[Stored items]
○ ○ ○ ○ ○
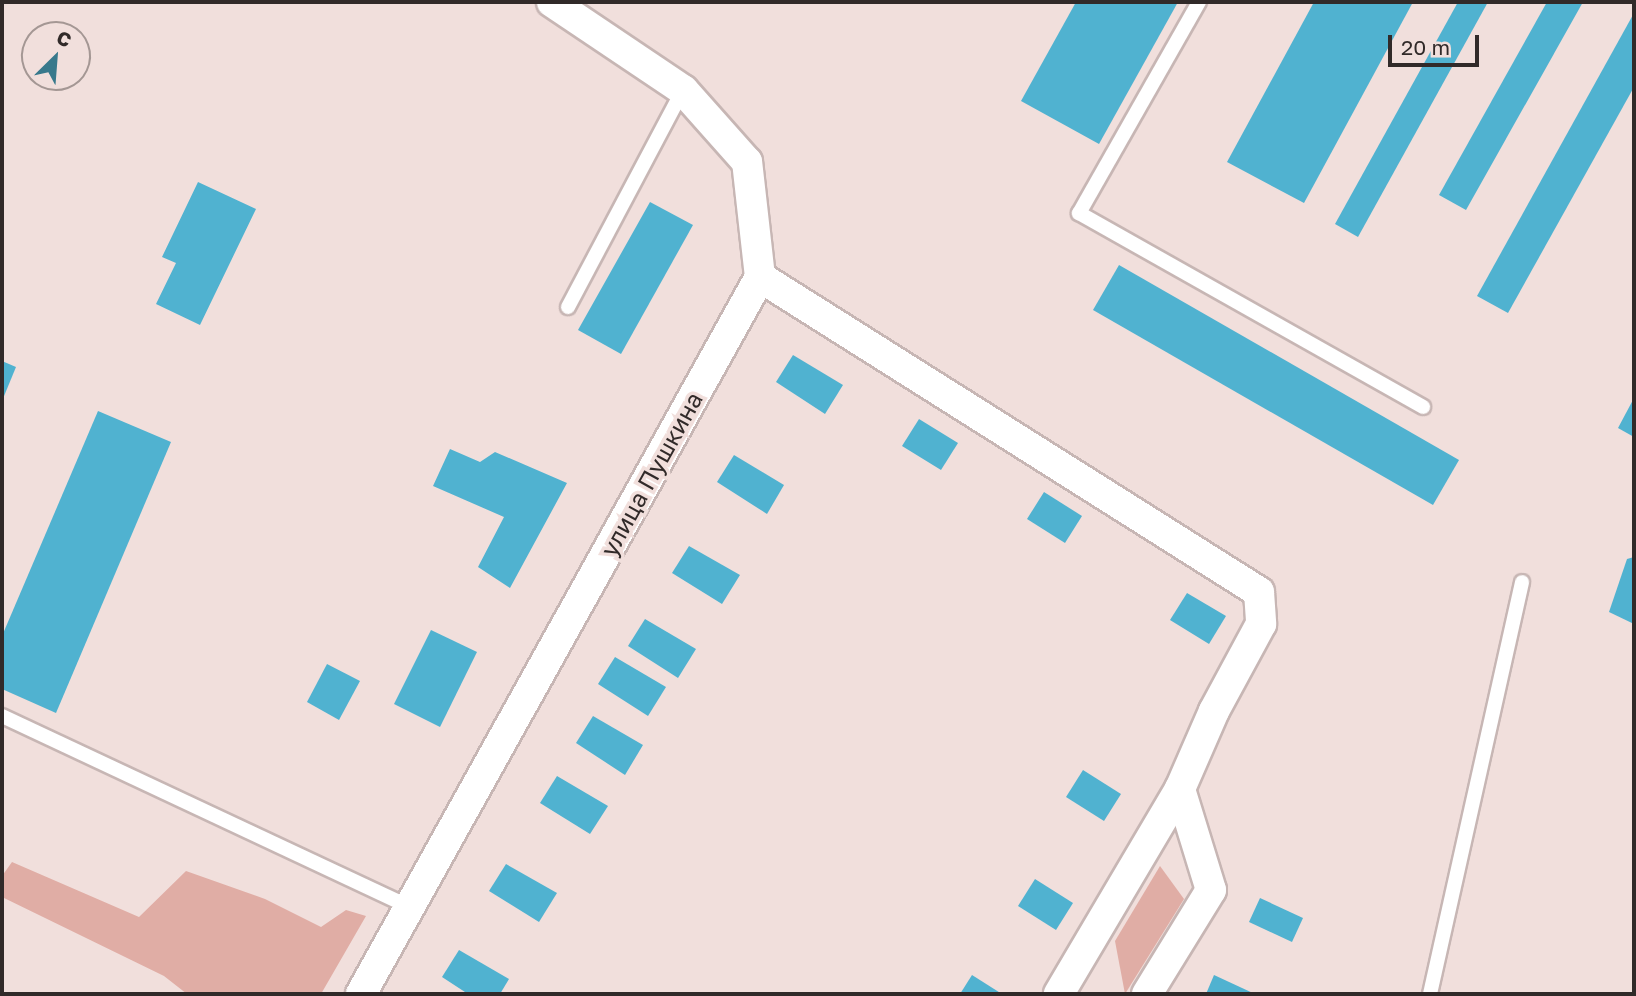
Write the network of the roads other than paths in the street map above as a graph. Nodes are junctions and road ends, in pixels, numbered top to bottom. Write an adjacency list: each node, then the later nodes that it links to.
1 (552, 2): 3 (street)
2 (1199, 2): 6 (lane)
3 (683, 90): 4 (street); 5 (lane)
4 (760, 277): 9 (street); 10 (street, улица Пушкина)
5 (568, 307)
6 (1423, 407)
7 (1522, 582): 14 (lane)
8 (2, 716): 10 (lane)
9 (1180, 789): 12 (street); 13 (street)
10 (410, 907): 11 (street, улица Пушкина)
11 (361, 994)
12 (1059, 994)
13 (1147, 994)
14 (1430, 994)

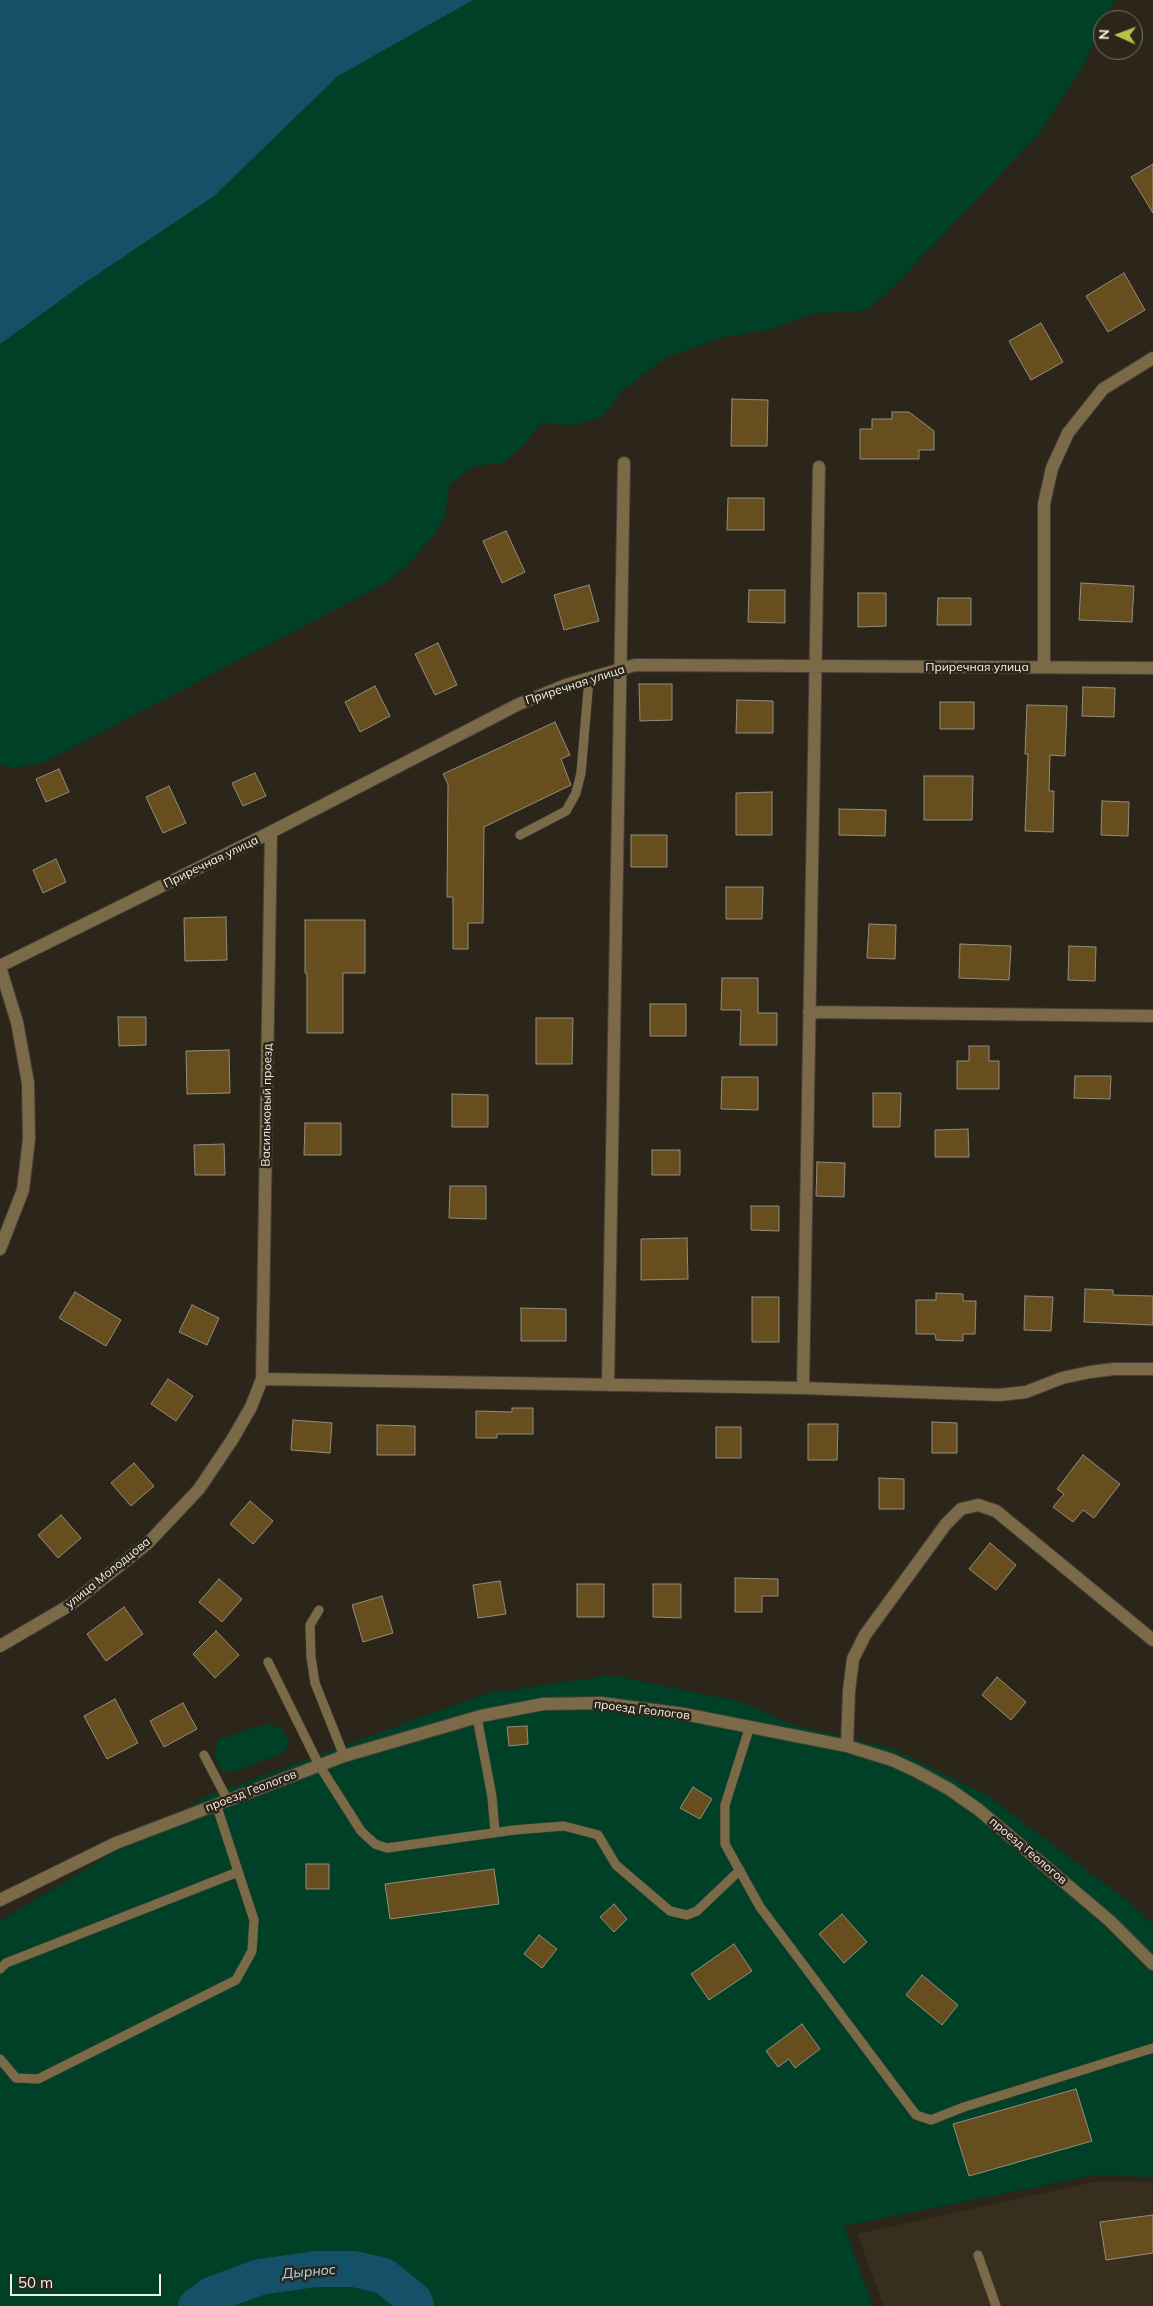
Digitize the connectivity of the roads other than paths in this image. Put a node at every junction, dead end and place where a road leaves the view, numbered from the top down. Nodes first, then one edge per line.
1 (1153, 358) edge
2 (624, 463) dead end
3 (819, 467) dead end
4 (815, 666) junction
5 (1044, 667) junction
6 (1153, 668) edge
7 (621, 670) junction
8 (589, 679) junction
9 (271, 832) junction
10 (520, 835) dead end
11 (0, 966) edge
12 (809, 1012) junction
13 (1153, 1016) edge
14 (0, 1249) edge
15 (1153, 1369) edge
16 (262, 1379) junction
17 (608, 1385) junction
18 (803, 1388) junction
19 (319, 1610) dead end
20 (1153, 1640) edge
21 (0, 1646) edge
22 (268, 1662) dead end
23 (477, 1717) junction
24 (750, 1726) junction
25 (847, 1746) junction
26 (204, 1755) dead end
27 (344, 1756) junction
28 (319, 1765) junction
29 (222, 1801) junction
30 (495, 1832) junction
31 (740, 1870) junction
32 (238, 1872) junction
33 (0, 1900) edge
34 (1153, 1964) edge
35 (0, 1969) edge
36 (1153, 2048) edge
37 (0, 2060) edge
38 (978, 2255) dead end
39 (996, 2306) edge

1 - 5 street
2 - 7 street
3 - 4 street
4 - 5 street, Приречная улица
4 - 7 street, Приречная улица
4 - 12 street
5 - 6 street, Приречная улица
7 - 8 street, Приречная улица
7 - 17 street
8 - 9 street, Приречная улица
8 - 10 lane
9 - 11 street, Приречная улица
9 - 16 street, Васильковый проезд
11 - 14 street
12 - 13 street
12 - 18 street
15 - 18 street
16 - 17 street
16 - 21 street, улица Молодцова
17 - 18 street
19 - 27 lane
20 - 25 street
22 - 28 lane
23 - 24 street, проезд Геологов
23 - 27 street, проезд Геологов
23 - 30 lane
24 - 25 street, проезд Геологов
24 - 31 lane
25 - 34 street, проезд Геологов
26 - 29 lane
27 - 28 street, проезд Геологов
28 - 29 street, проезд Геологов
28 - 30 lane
29 - 32 lane
29 - 33 street, проезд Геологов
30 - 31 lane
31 - 36 lane
32 - 35 lane
32 - 37 lane
38 - 39 lane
○ ○ ○ ○ ○
[TASK PROMPT] Print every entry above again, exactly as written. Leave the images out.

[EXERCISE SOLUTION]
Write the network of the roads other than paths in the street map above as a graph. Nodes are junctions and road ends, in pixels, numbered top to bottom. Write an adjacency list: each node, then the later nodes that it links to.
1 (552, 2): 3 (street)
2 (1199, 2): 6 (lane)
3 (683, 90): 4 (street); 5 (lane)
4 (760, 277): 9 (street); 10 (street, улица Пушкина)
5 (568, 307)
6 (1423, 407)
7 (1522, 582): 14 (lane)
8 (2, 716): 10 (lane)
9 (1180, 789): 12 (street); 13 (street)
10 (410, 907): 11 (street, улица Пушкина)
11 (361, 994)
12 (1059, 994)
13 (1147, 994)
14 (1430, 994)

Digitize the connectivity of the roads other than paths in this image. Put a node at every junction, dead end and place where a road leaves the view, numbered from the top down. Nodes first, then one edge per line.
1 (1153, 358) edge
2 (624, 463) dead end
3 (819, 467) dead end
4 (815, 666) junction
5 (1044, 667) junction
6 (1153, 668) edge
7 (621, 670) junction
8 (589, 679) junction
9 (271, 832) junction
10 (520, 835) dead end
11 (0, 966) edge
12 (809, 1012) junction
13 (1153, 1016) edge
14 (0, 1249) edge
15 (1153, 1369) edge
16 (262, 1379) junction
17 (608, 1385) junction
18 (803, 1388) junction
19 (319, 1610) dead end
20 (1153, 1640) edge
21 (0, 1646) edge
22 (268, 1662) dead end
23 (477, 1717) junction
24 (750, 1726) junction
25 (847, 1746) junction
26 (204, 1755) dead end
27 (344, 1756) junction
28 (319, 1765) junction
29 (222, 1801) junction
30 (495, 1832) junction
31 (740, 1870) junction
32 (238, 1872) junction
33 (0, 1900) edge
34 (1153, 1964) edge
35 (0, 1969) edge
36 (1153, 2048) edge
37 (0, 2060) edge
38 (978, 2255) dead end
39 (996, 2306) edge

1 - 5 street
2 - 7 street
3 - 4 street
4 - 5 street, Приречная улица
4 - 7 street, Приречная улица
4 - 12 street
5 - 6 street, Приречная улица
7 - 8 street, Приречная улица
7 - 17 street
8 - 9 street, Приречная улица
8 - 10 lane
9 - 11 street, Приречная улица
9 - 16 street, Васильковый проезд
11 - 14 street
12 - 13 street
12 - 18 street
15 - 18 street
16 - 17 street
16 - 21 street, улица Молодцова
17 - 18 street
19 - 27 lane
20 - 25 street
22 - 28 lane
23 - 24 street, проезд Геологов
23 - 27 street, проезд Геологов
23 - 30 lane
24 - 25 street, проезд Геологов
24 - 31 lane
25 - 34 street, проезд Геологов
26 - 29 lane
27 - 28 street, проезд Геологов
28 - 29 street, проезд Геологов
28 - 30 lane
29 - 32 lane
29 - 33 street, проезд Геологов
30 - 31 lane
31 - 36 lane
32 - 35 lane
32 - 37 lane
38 - 39 lane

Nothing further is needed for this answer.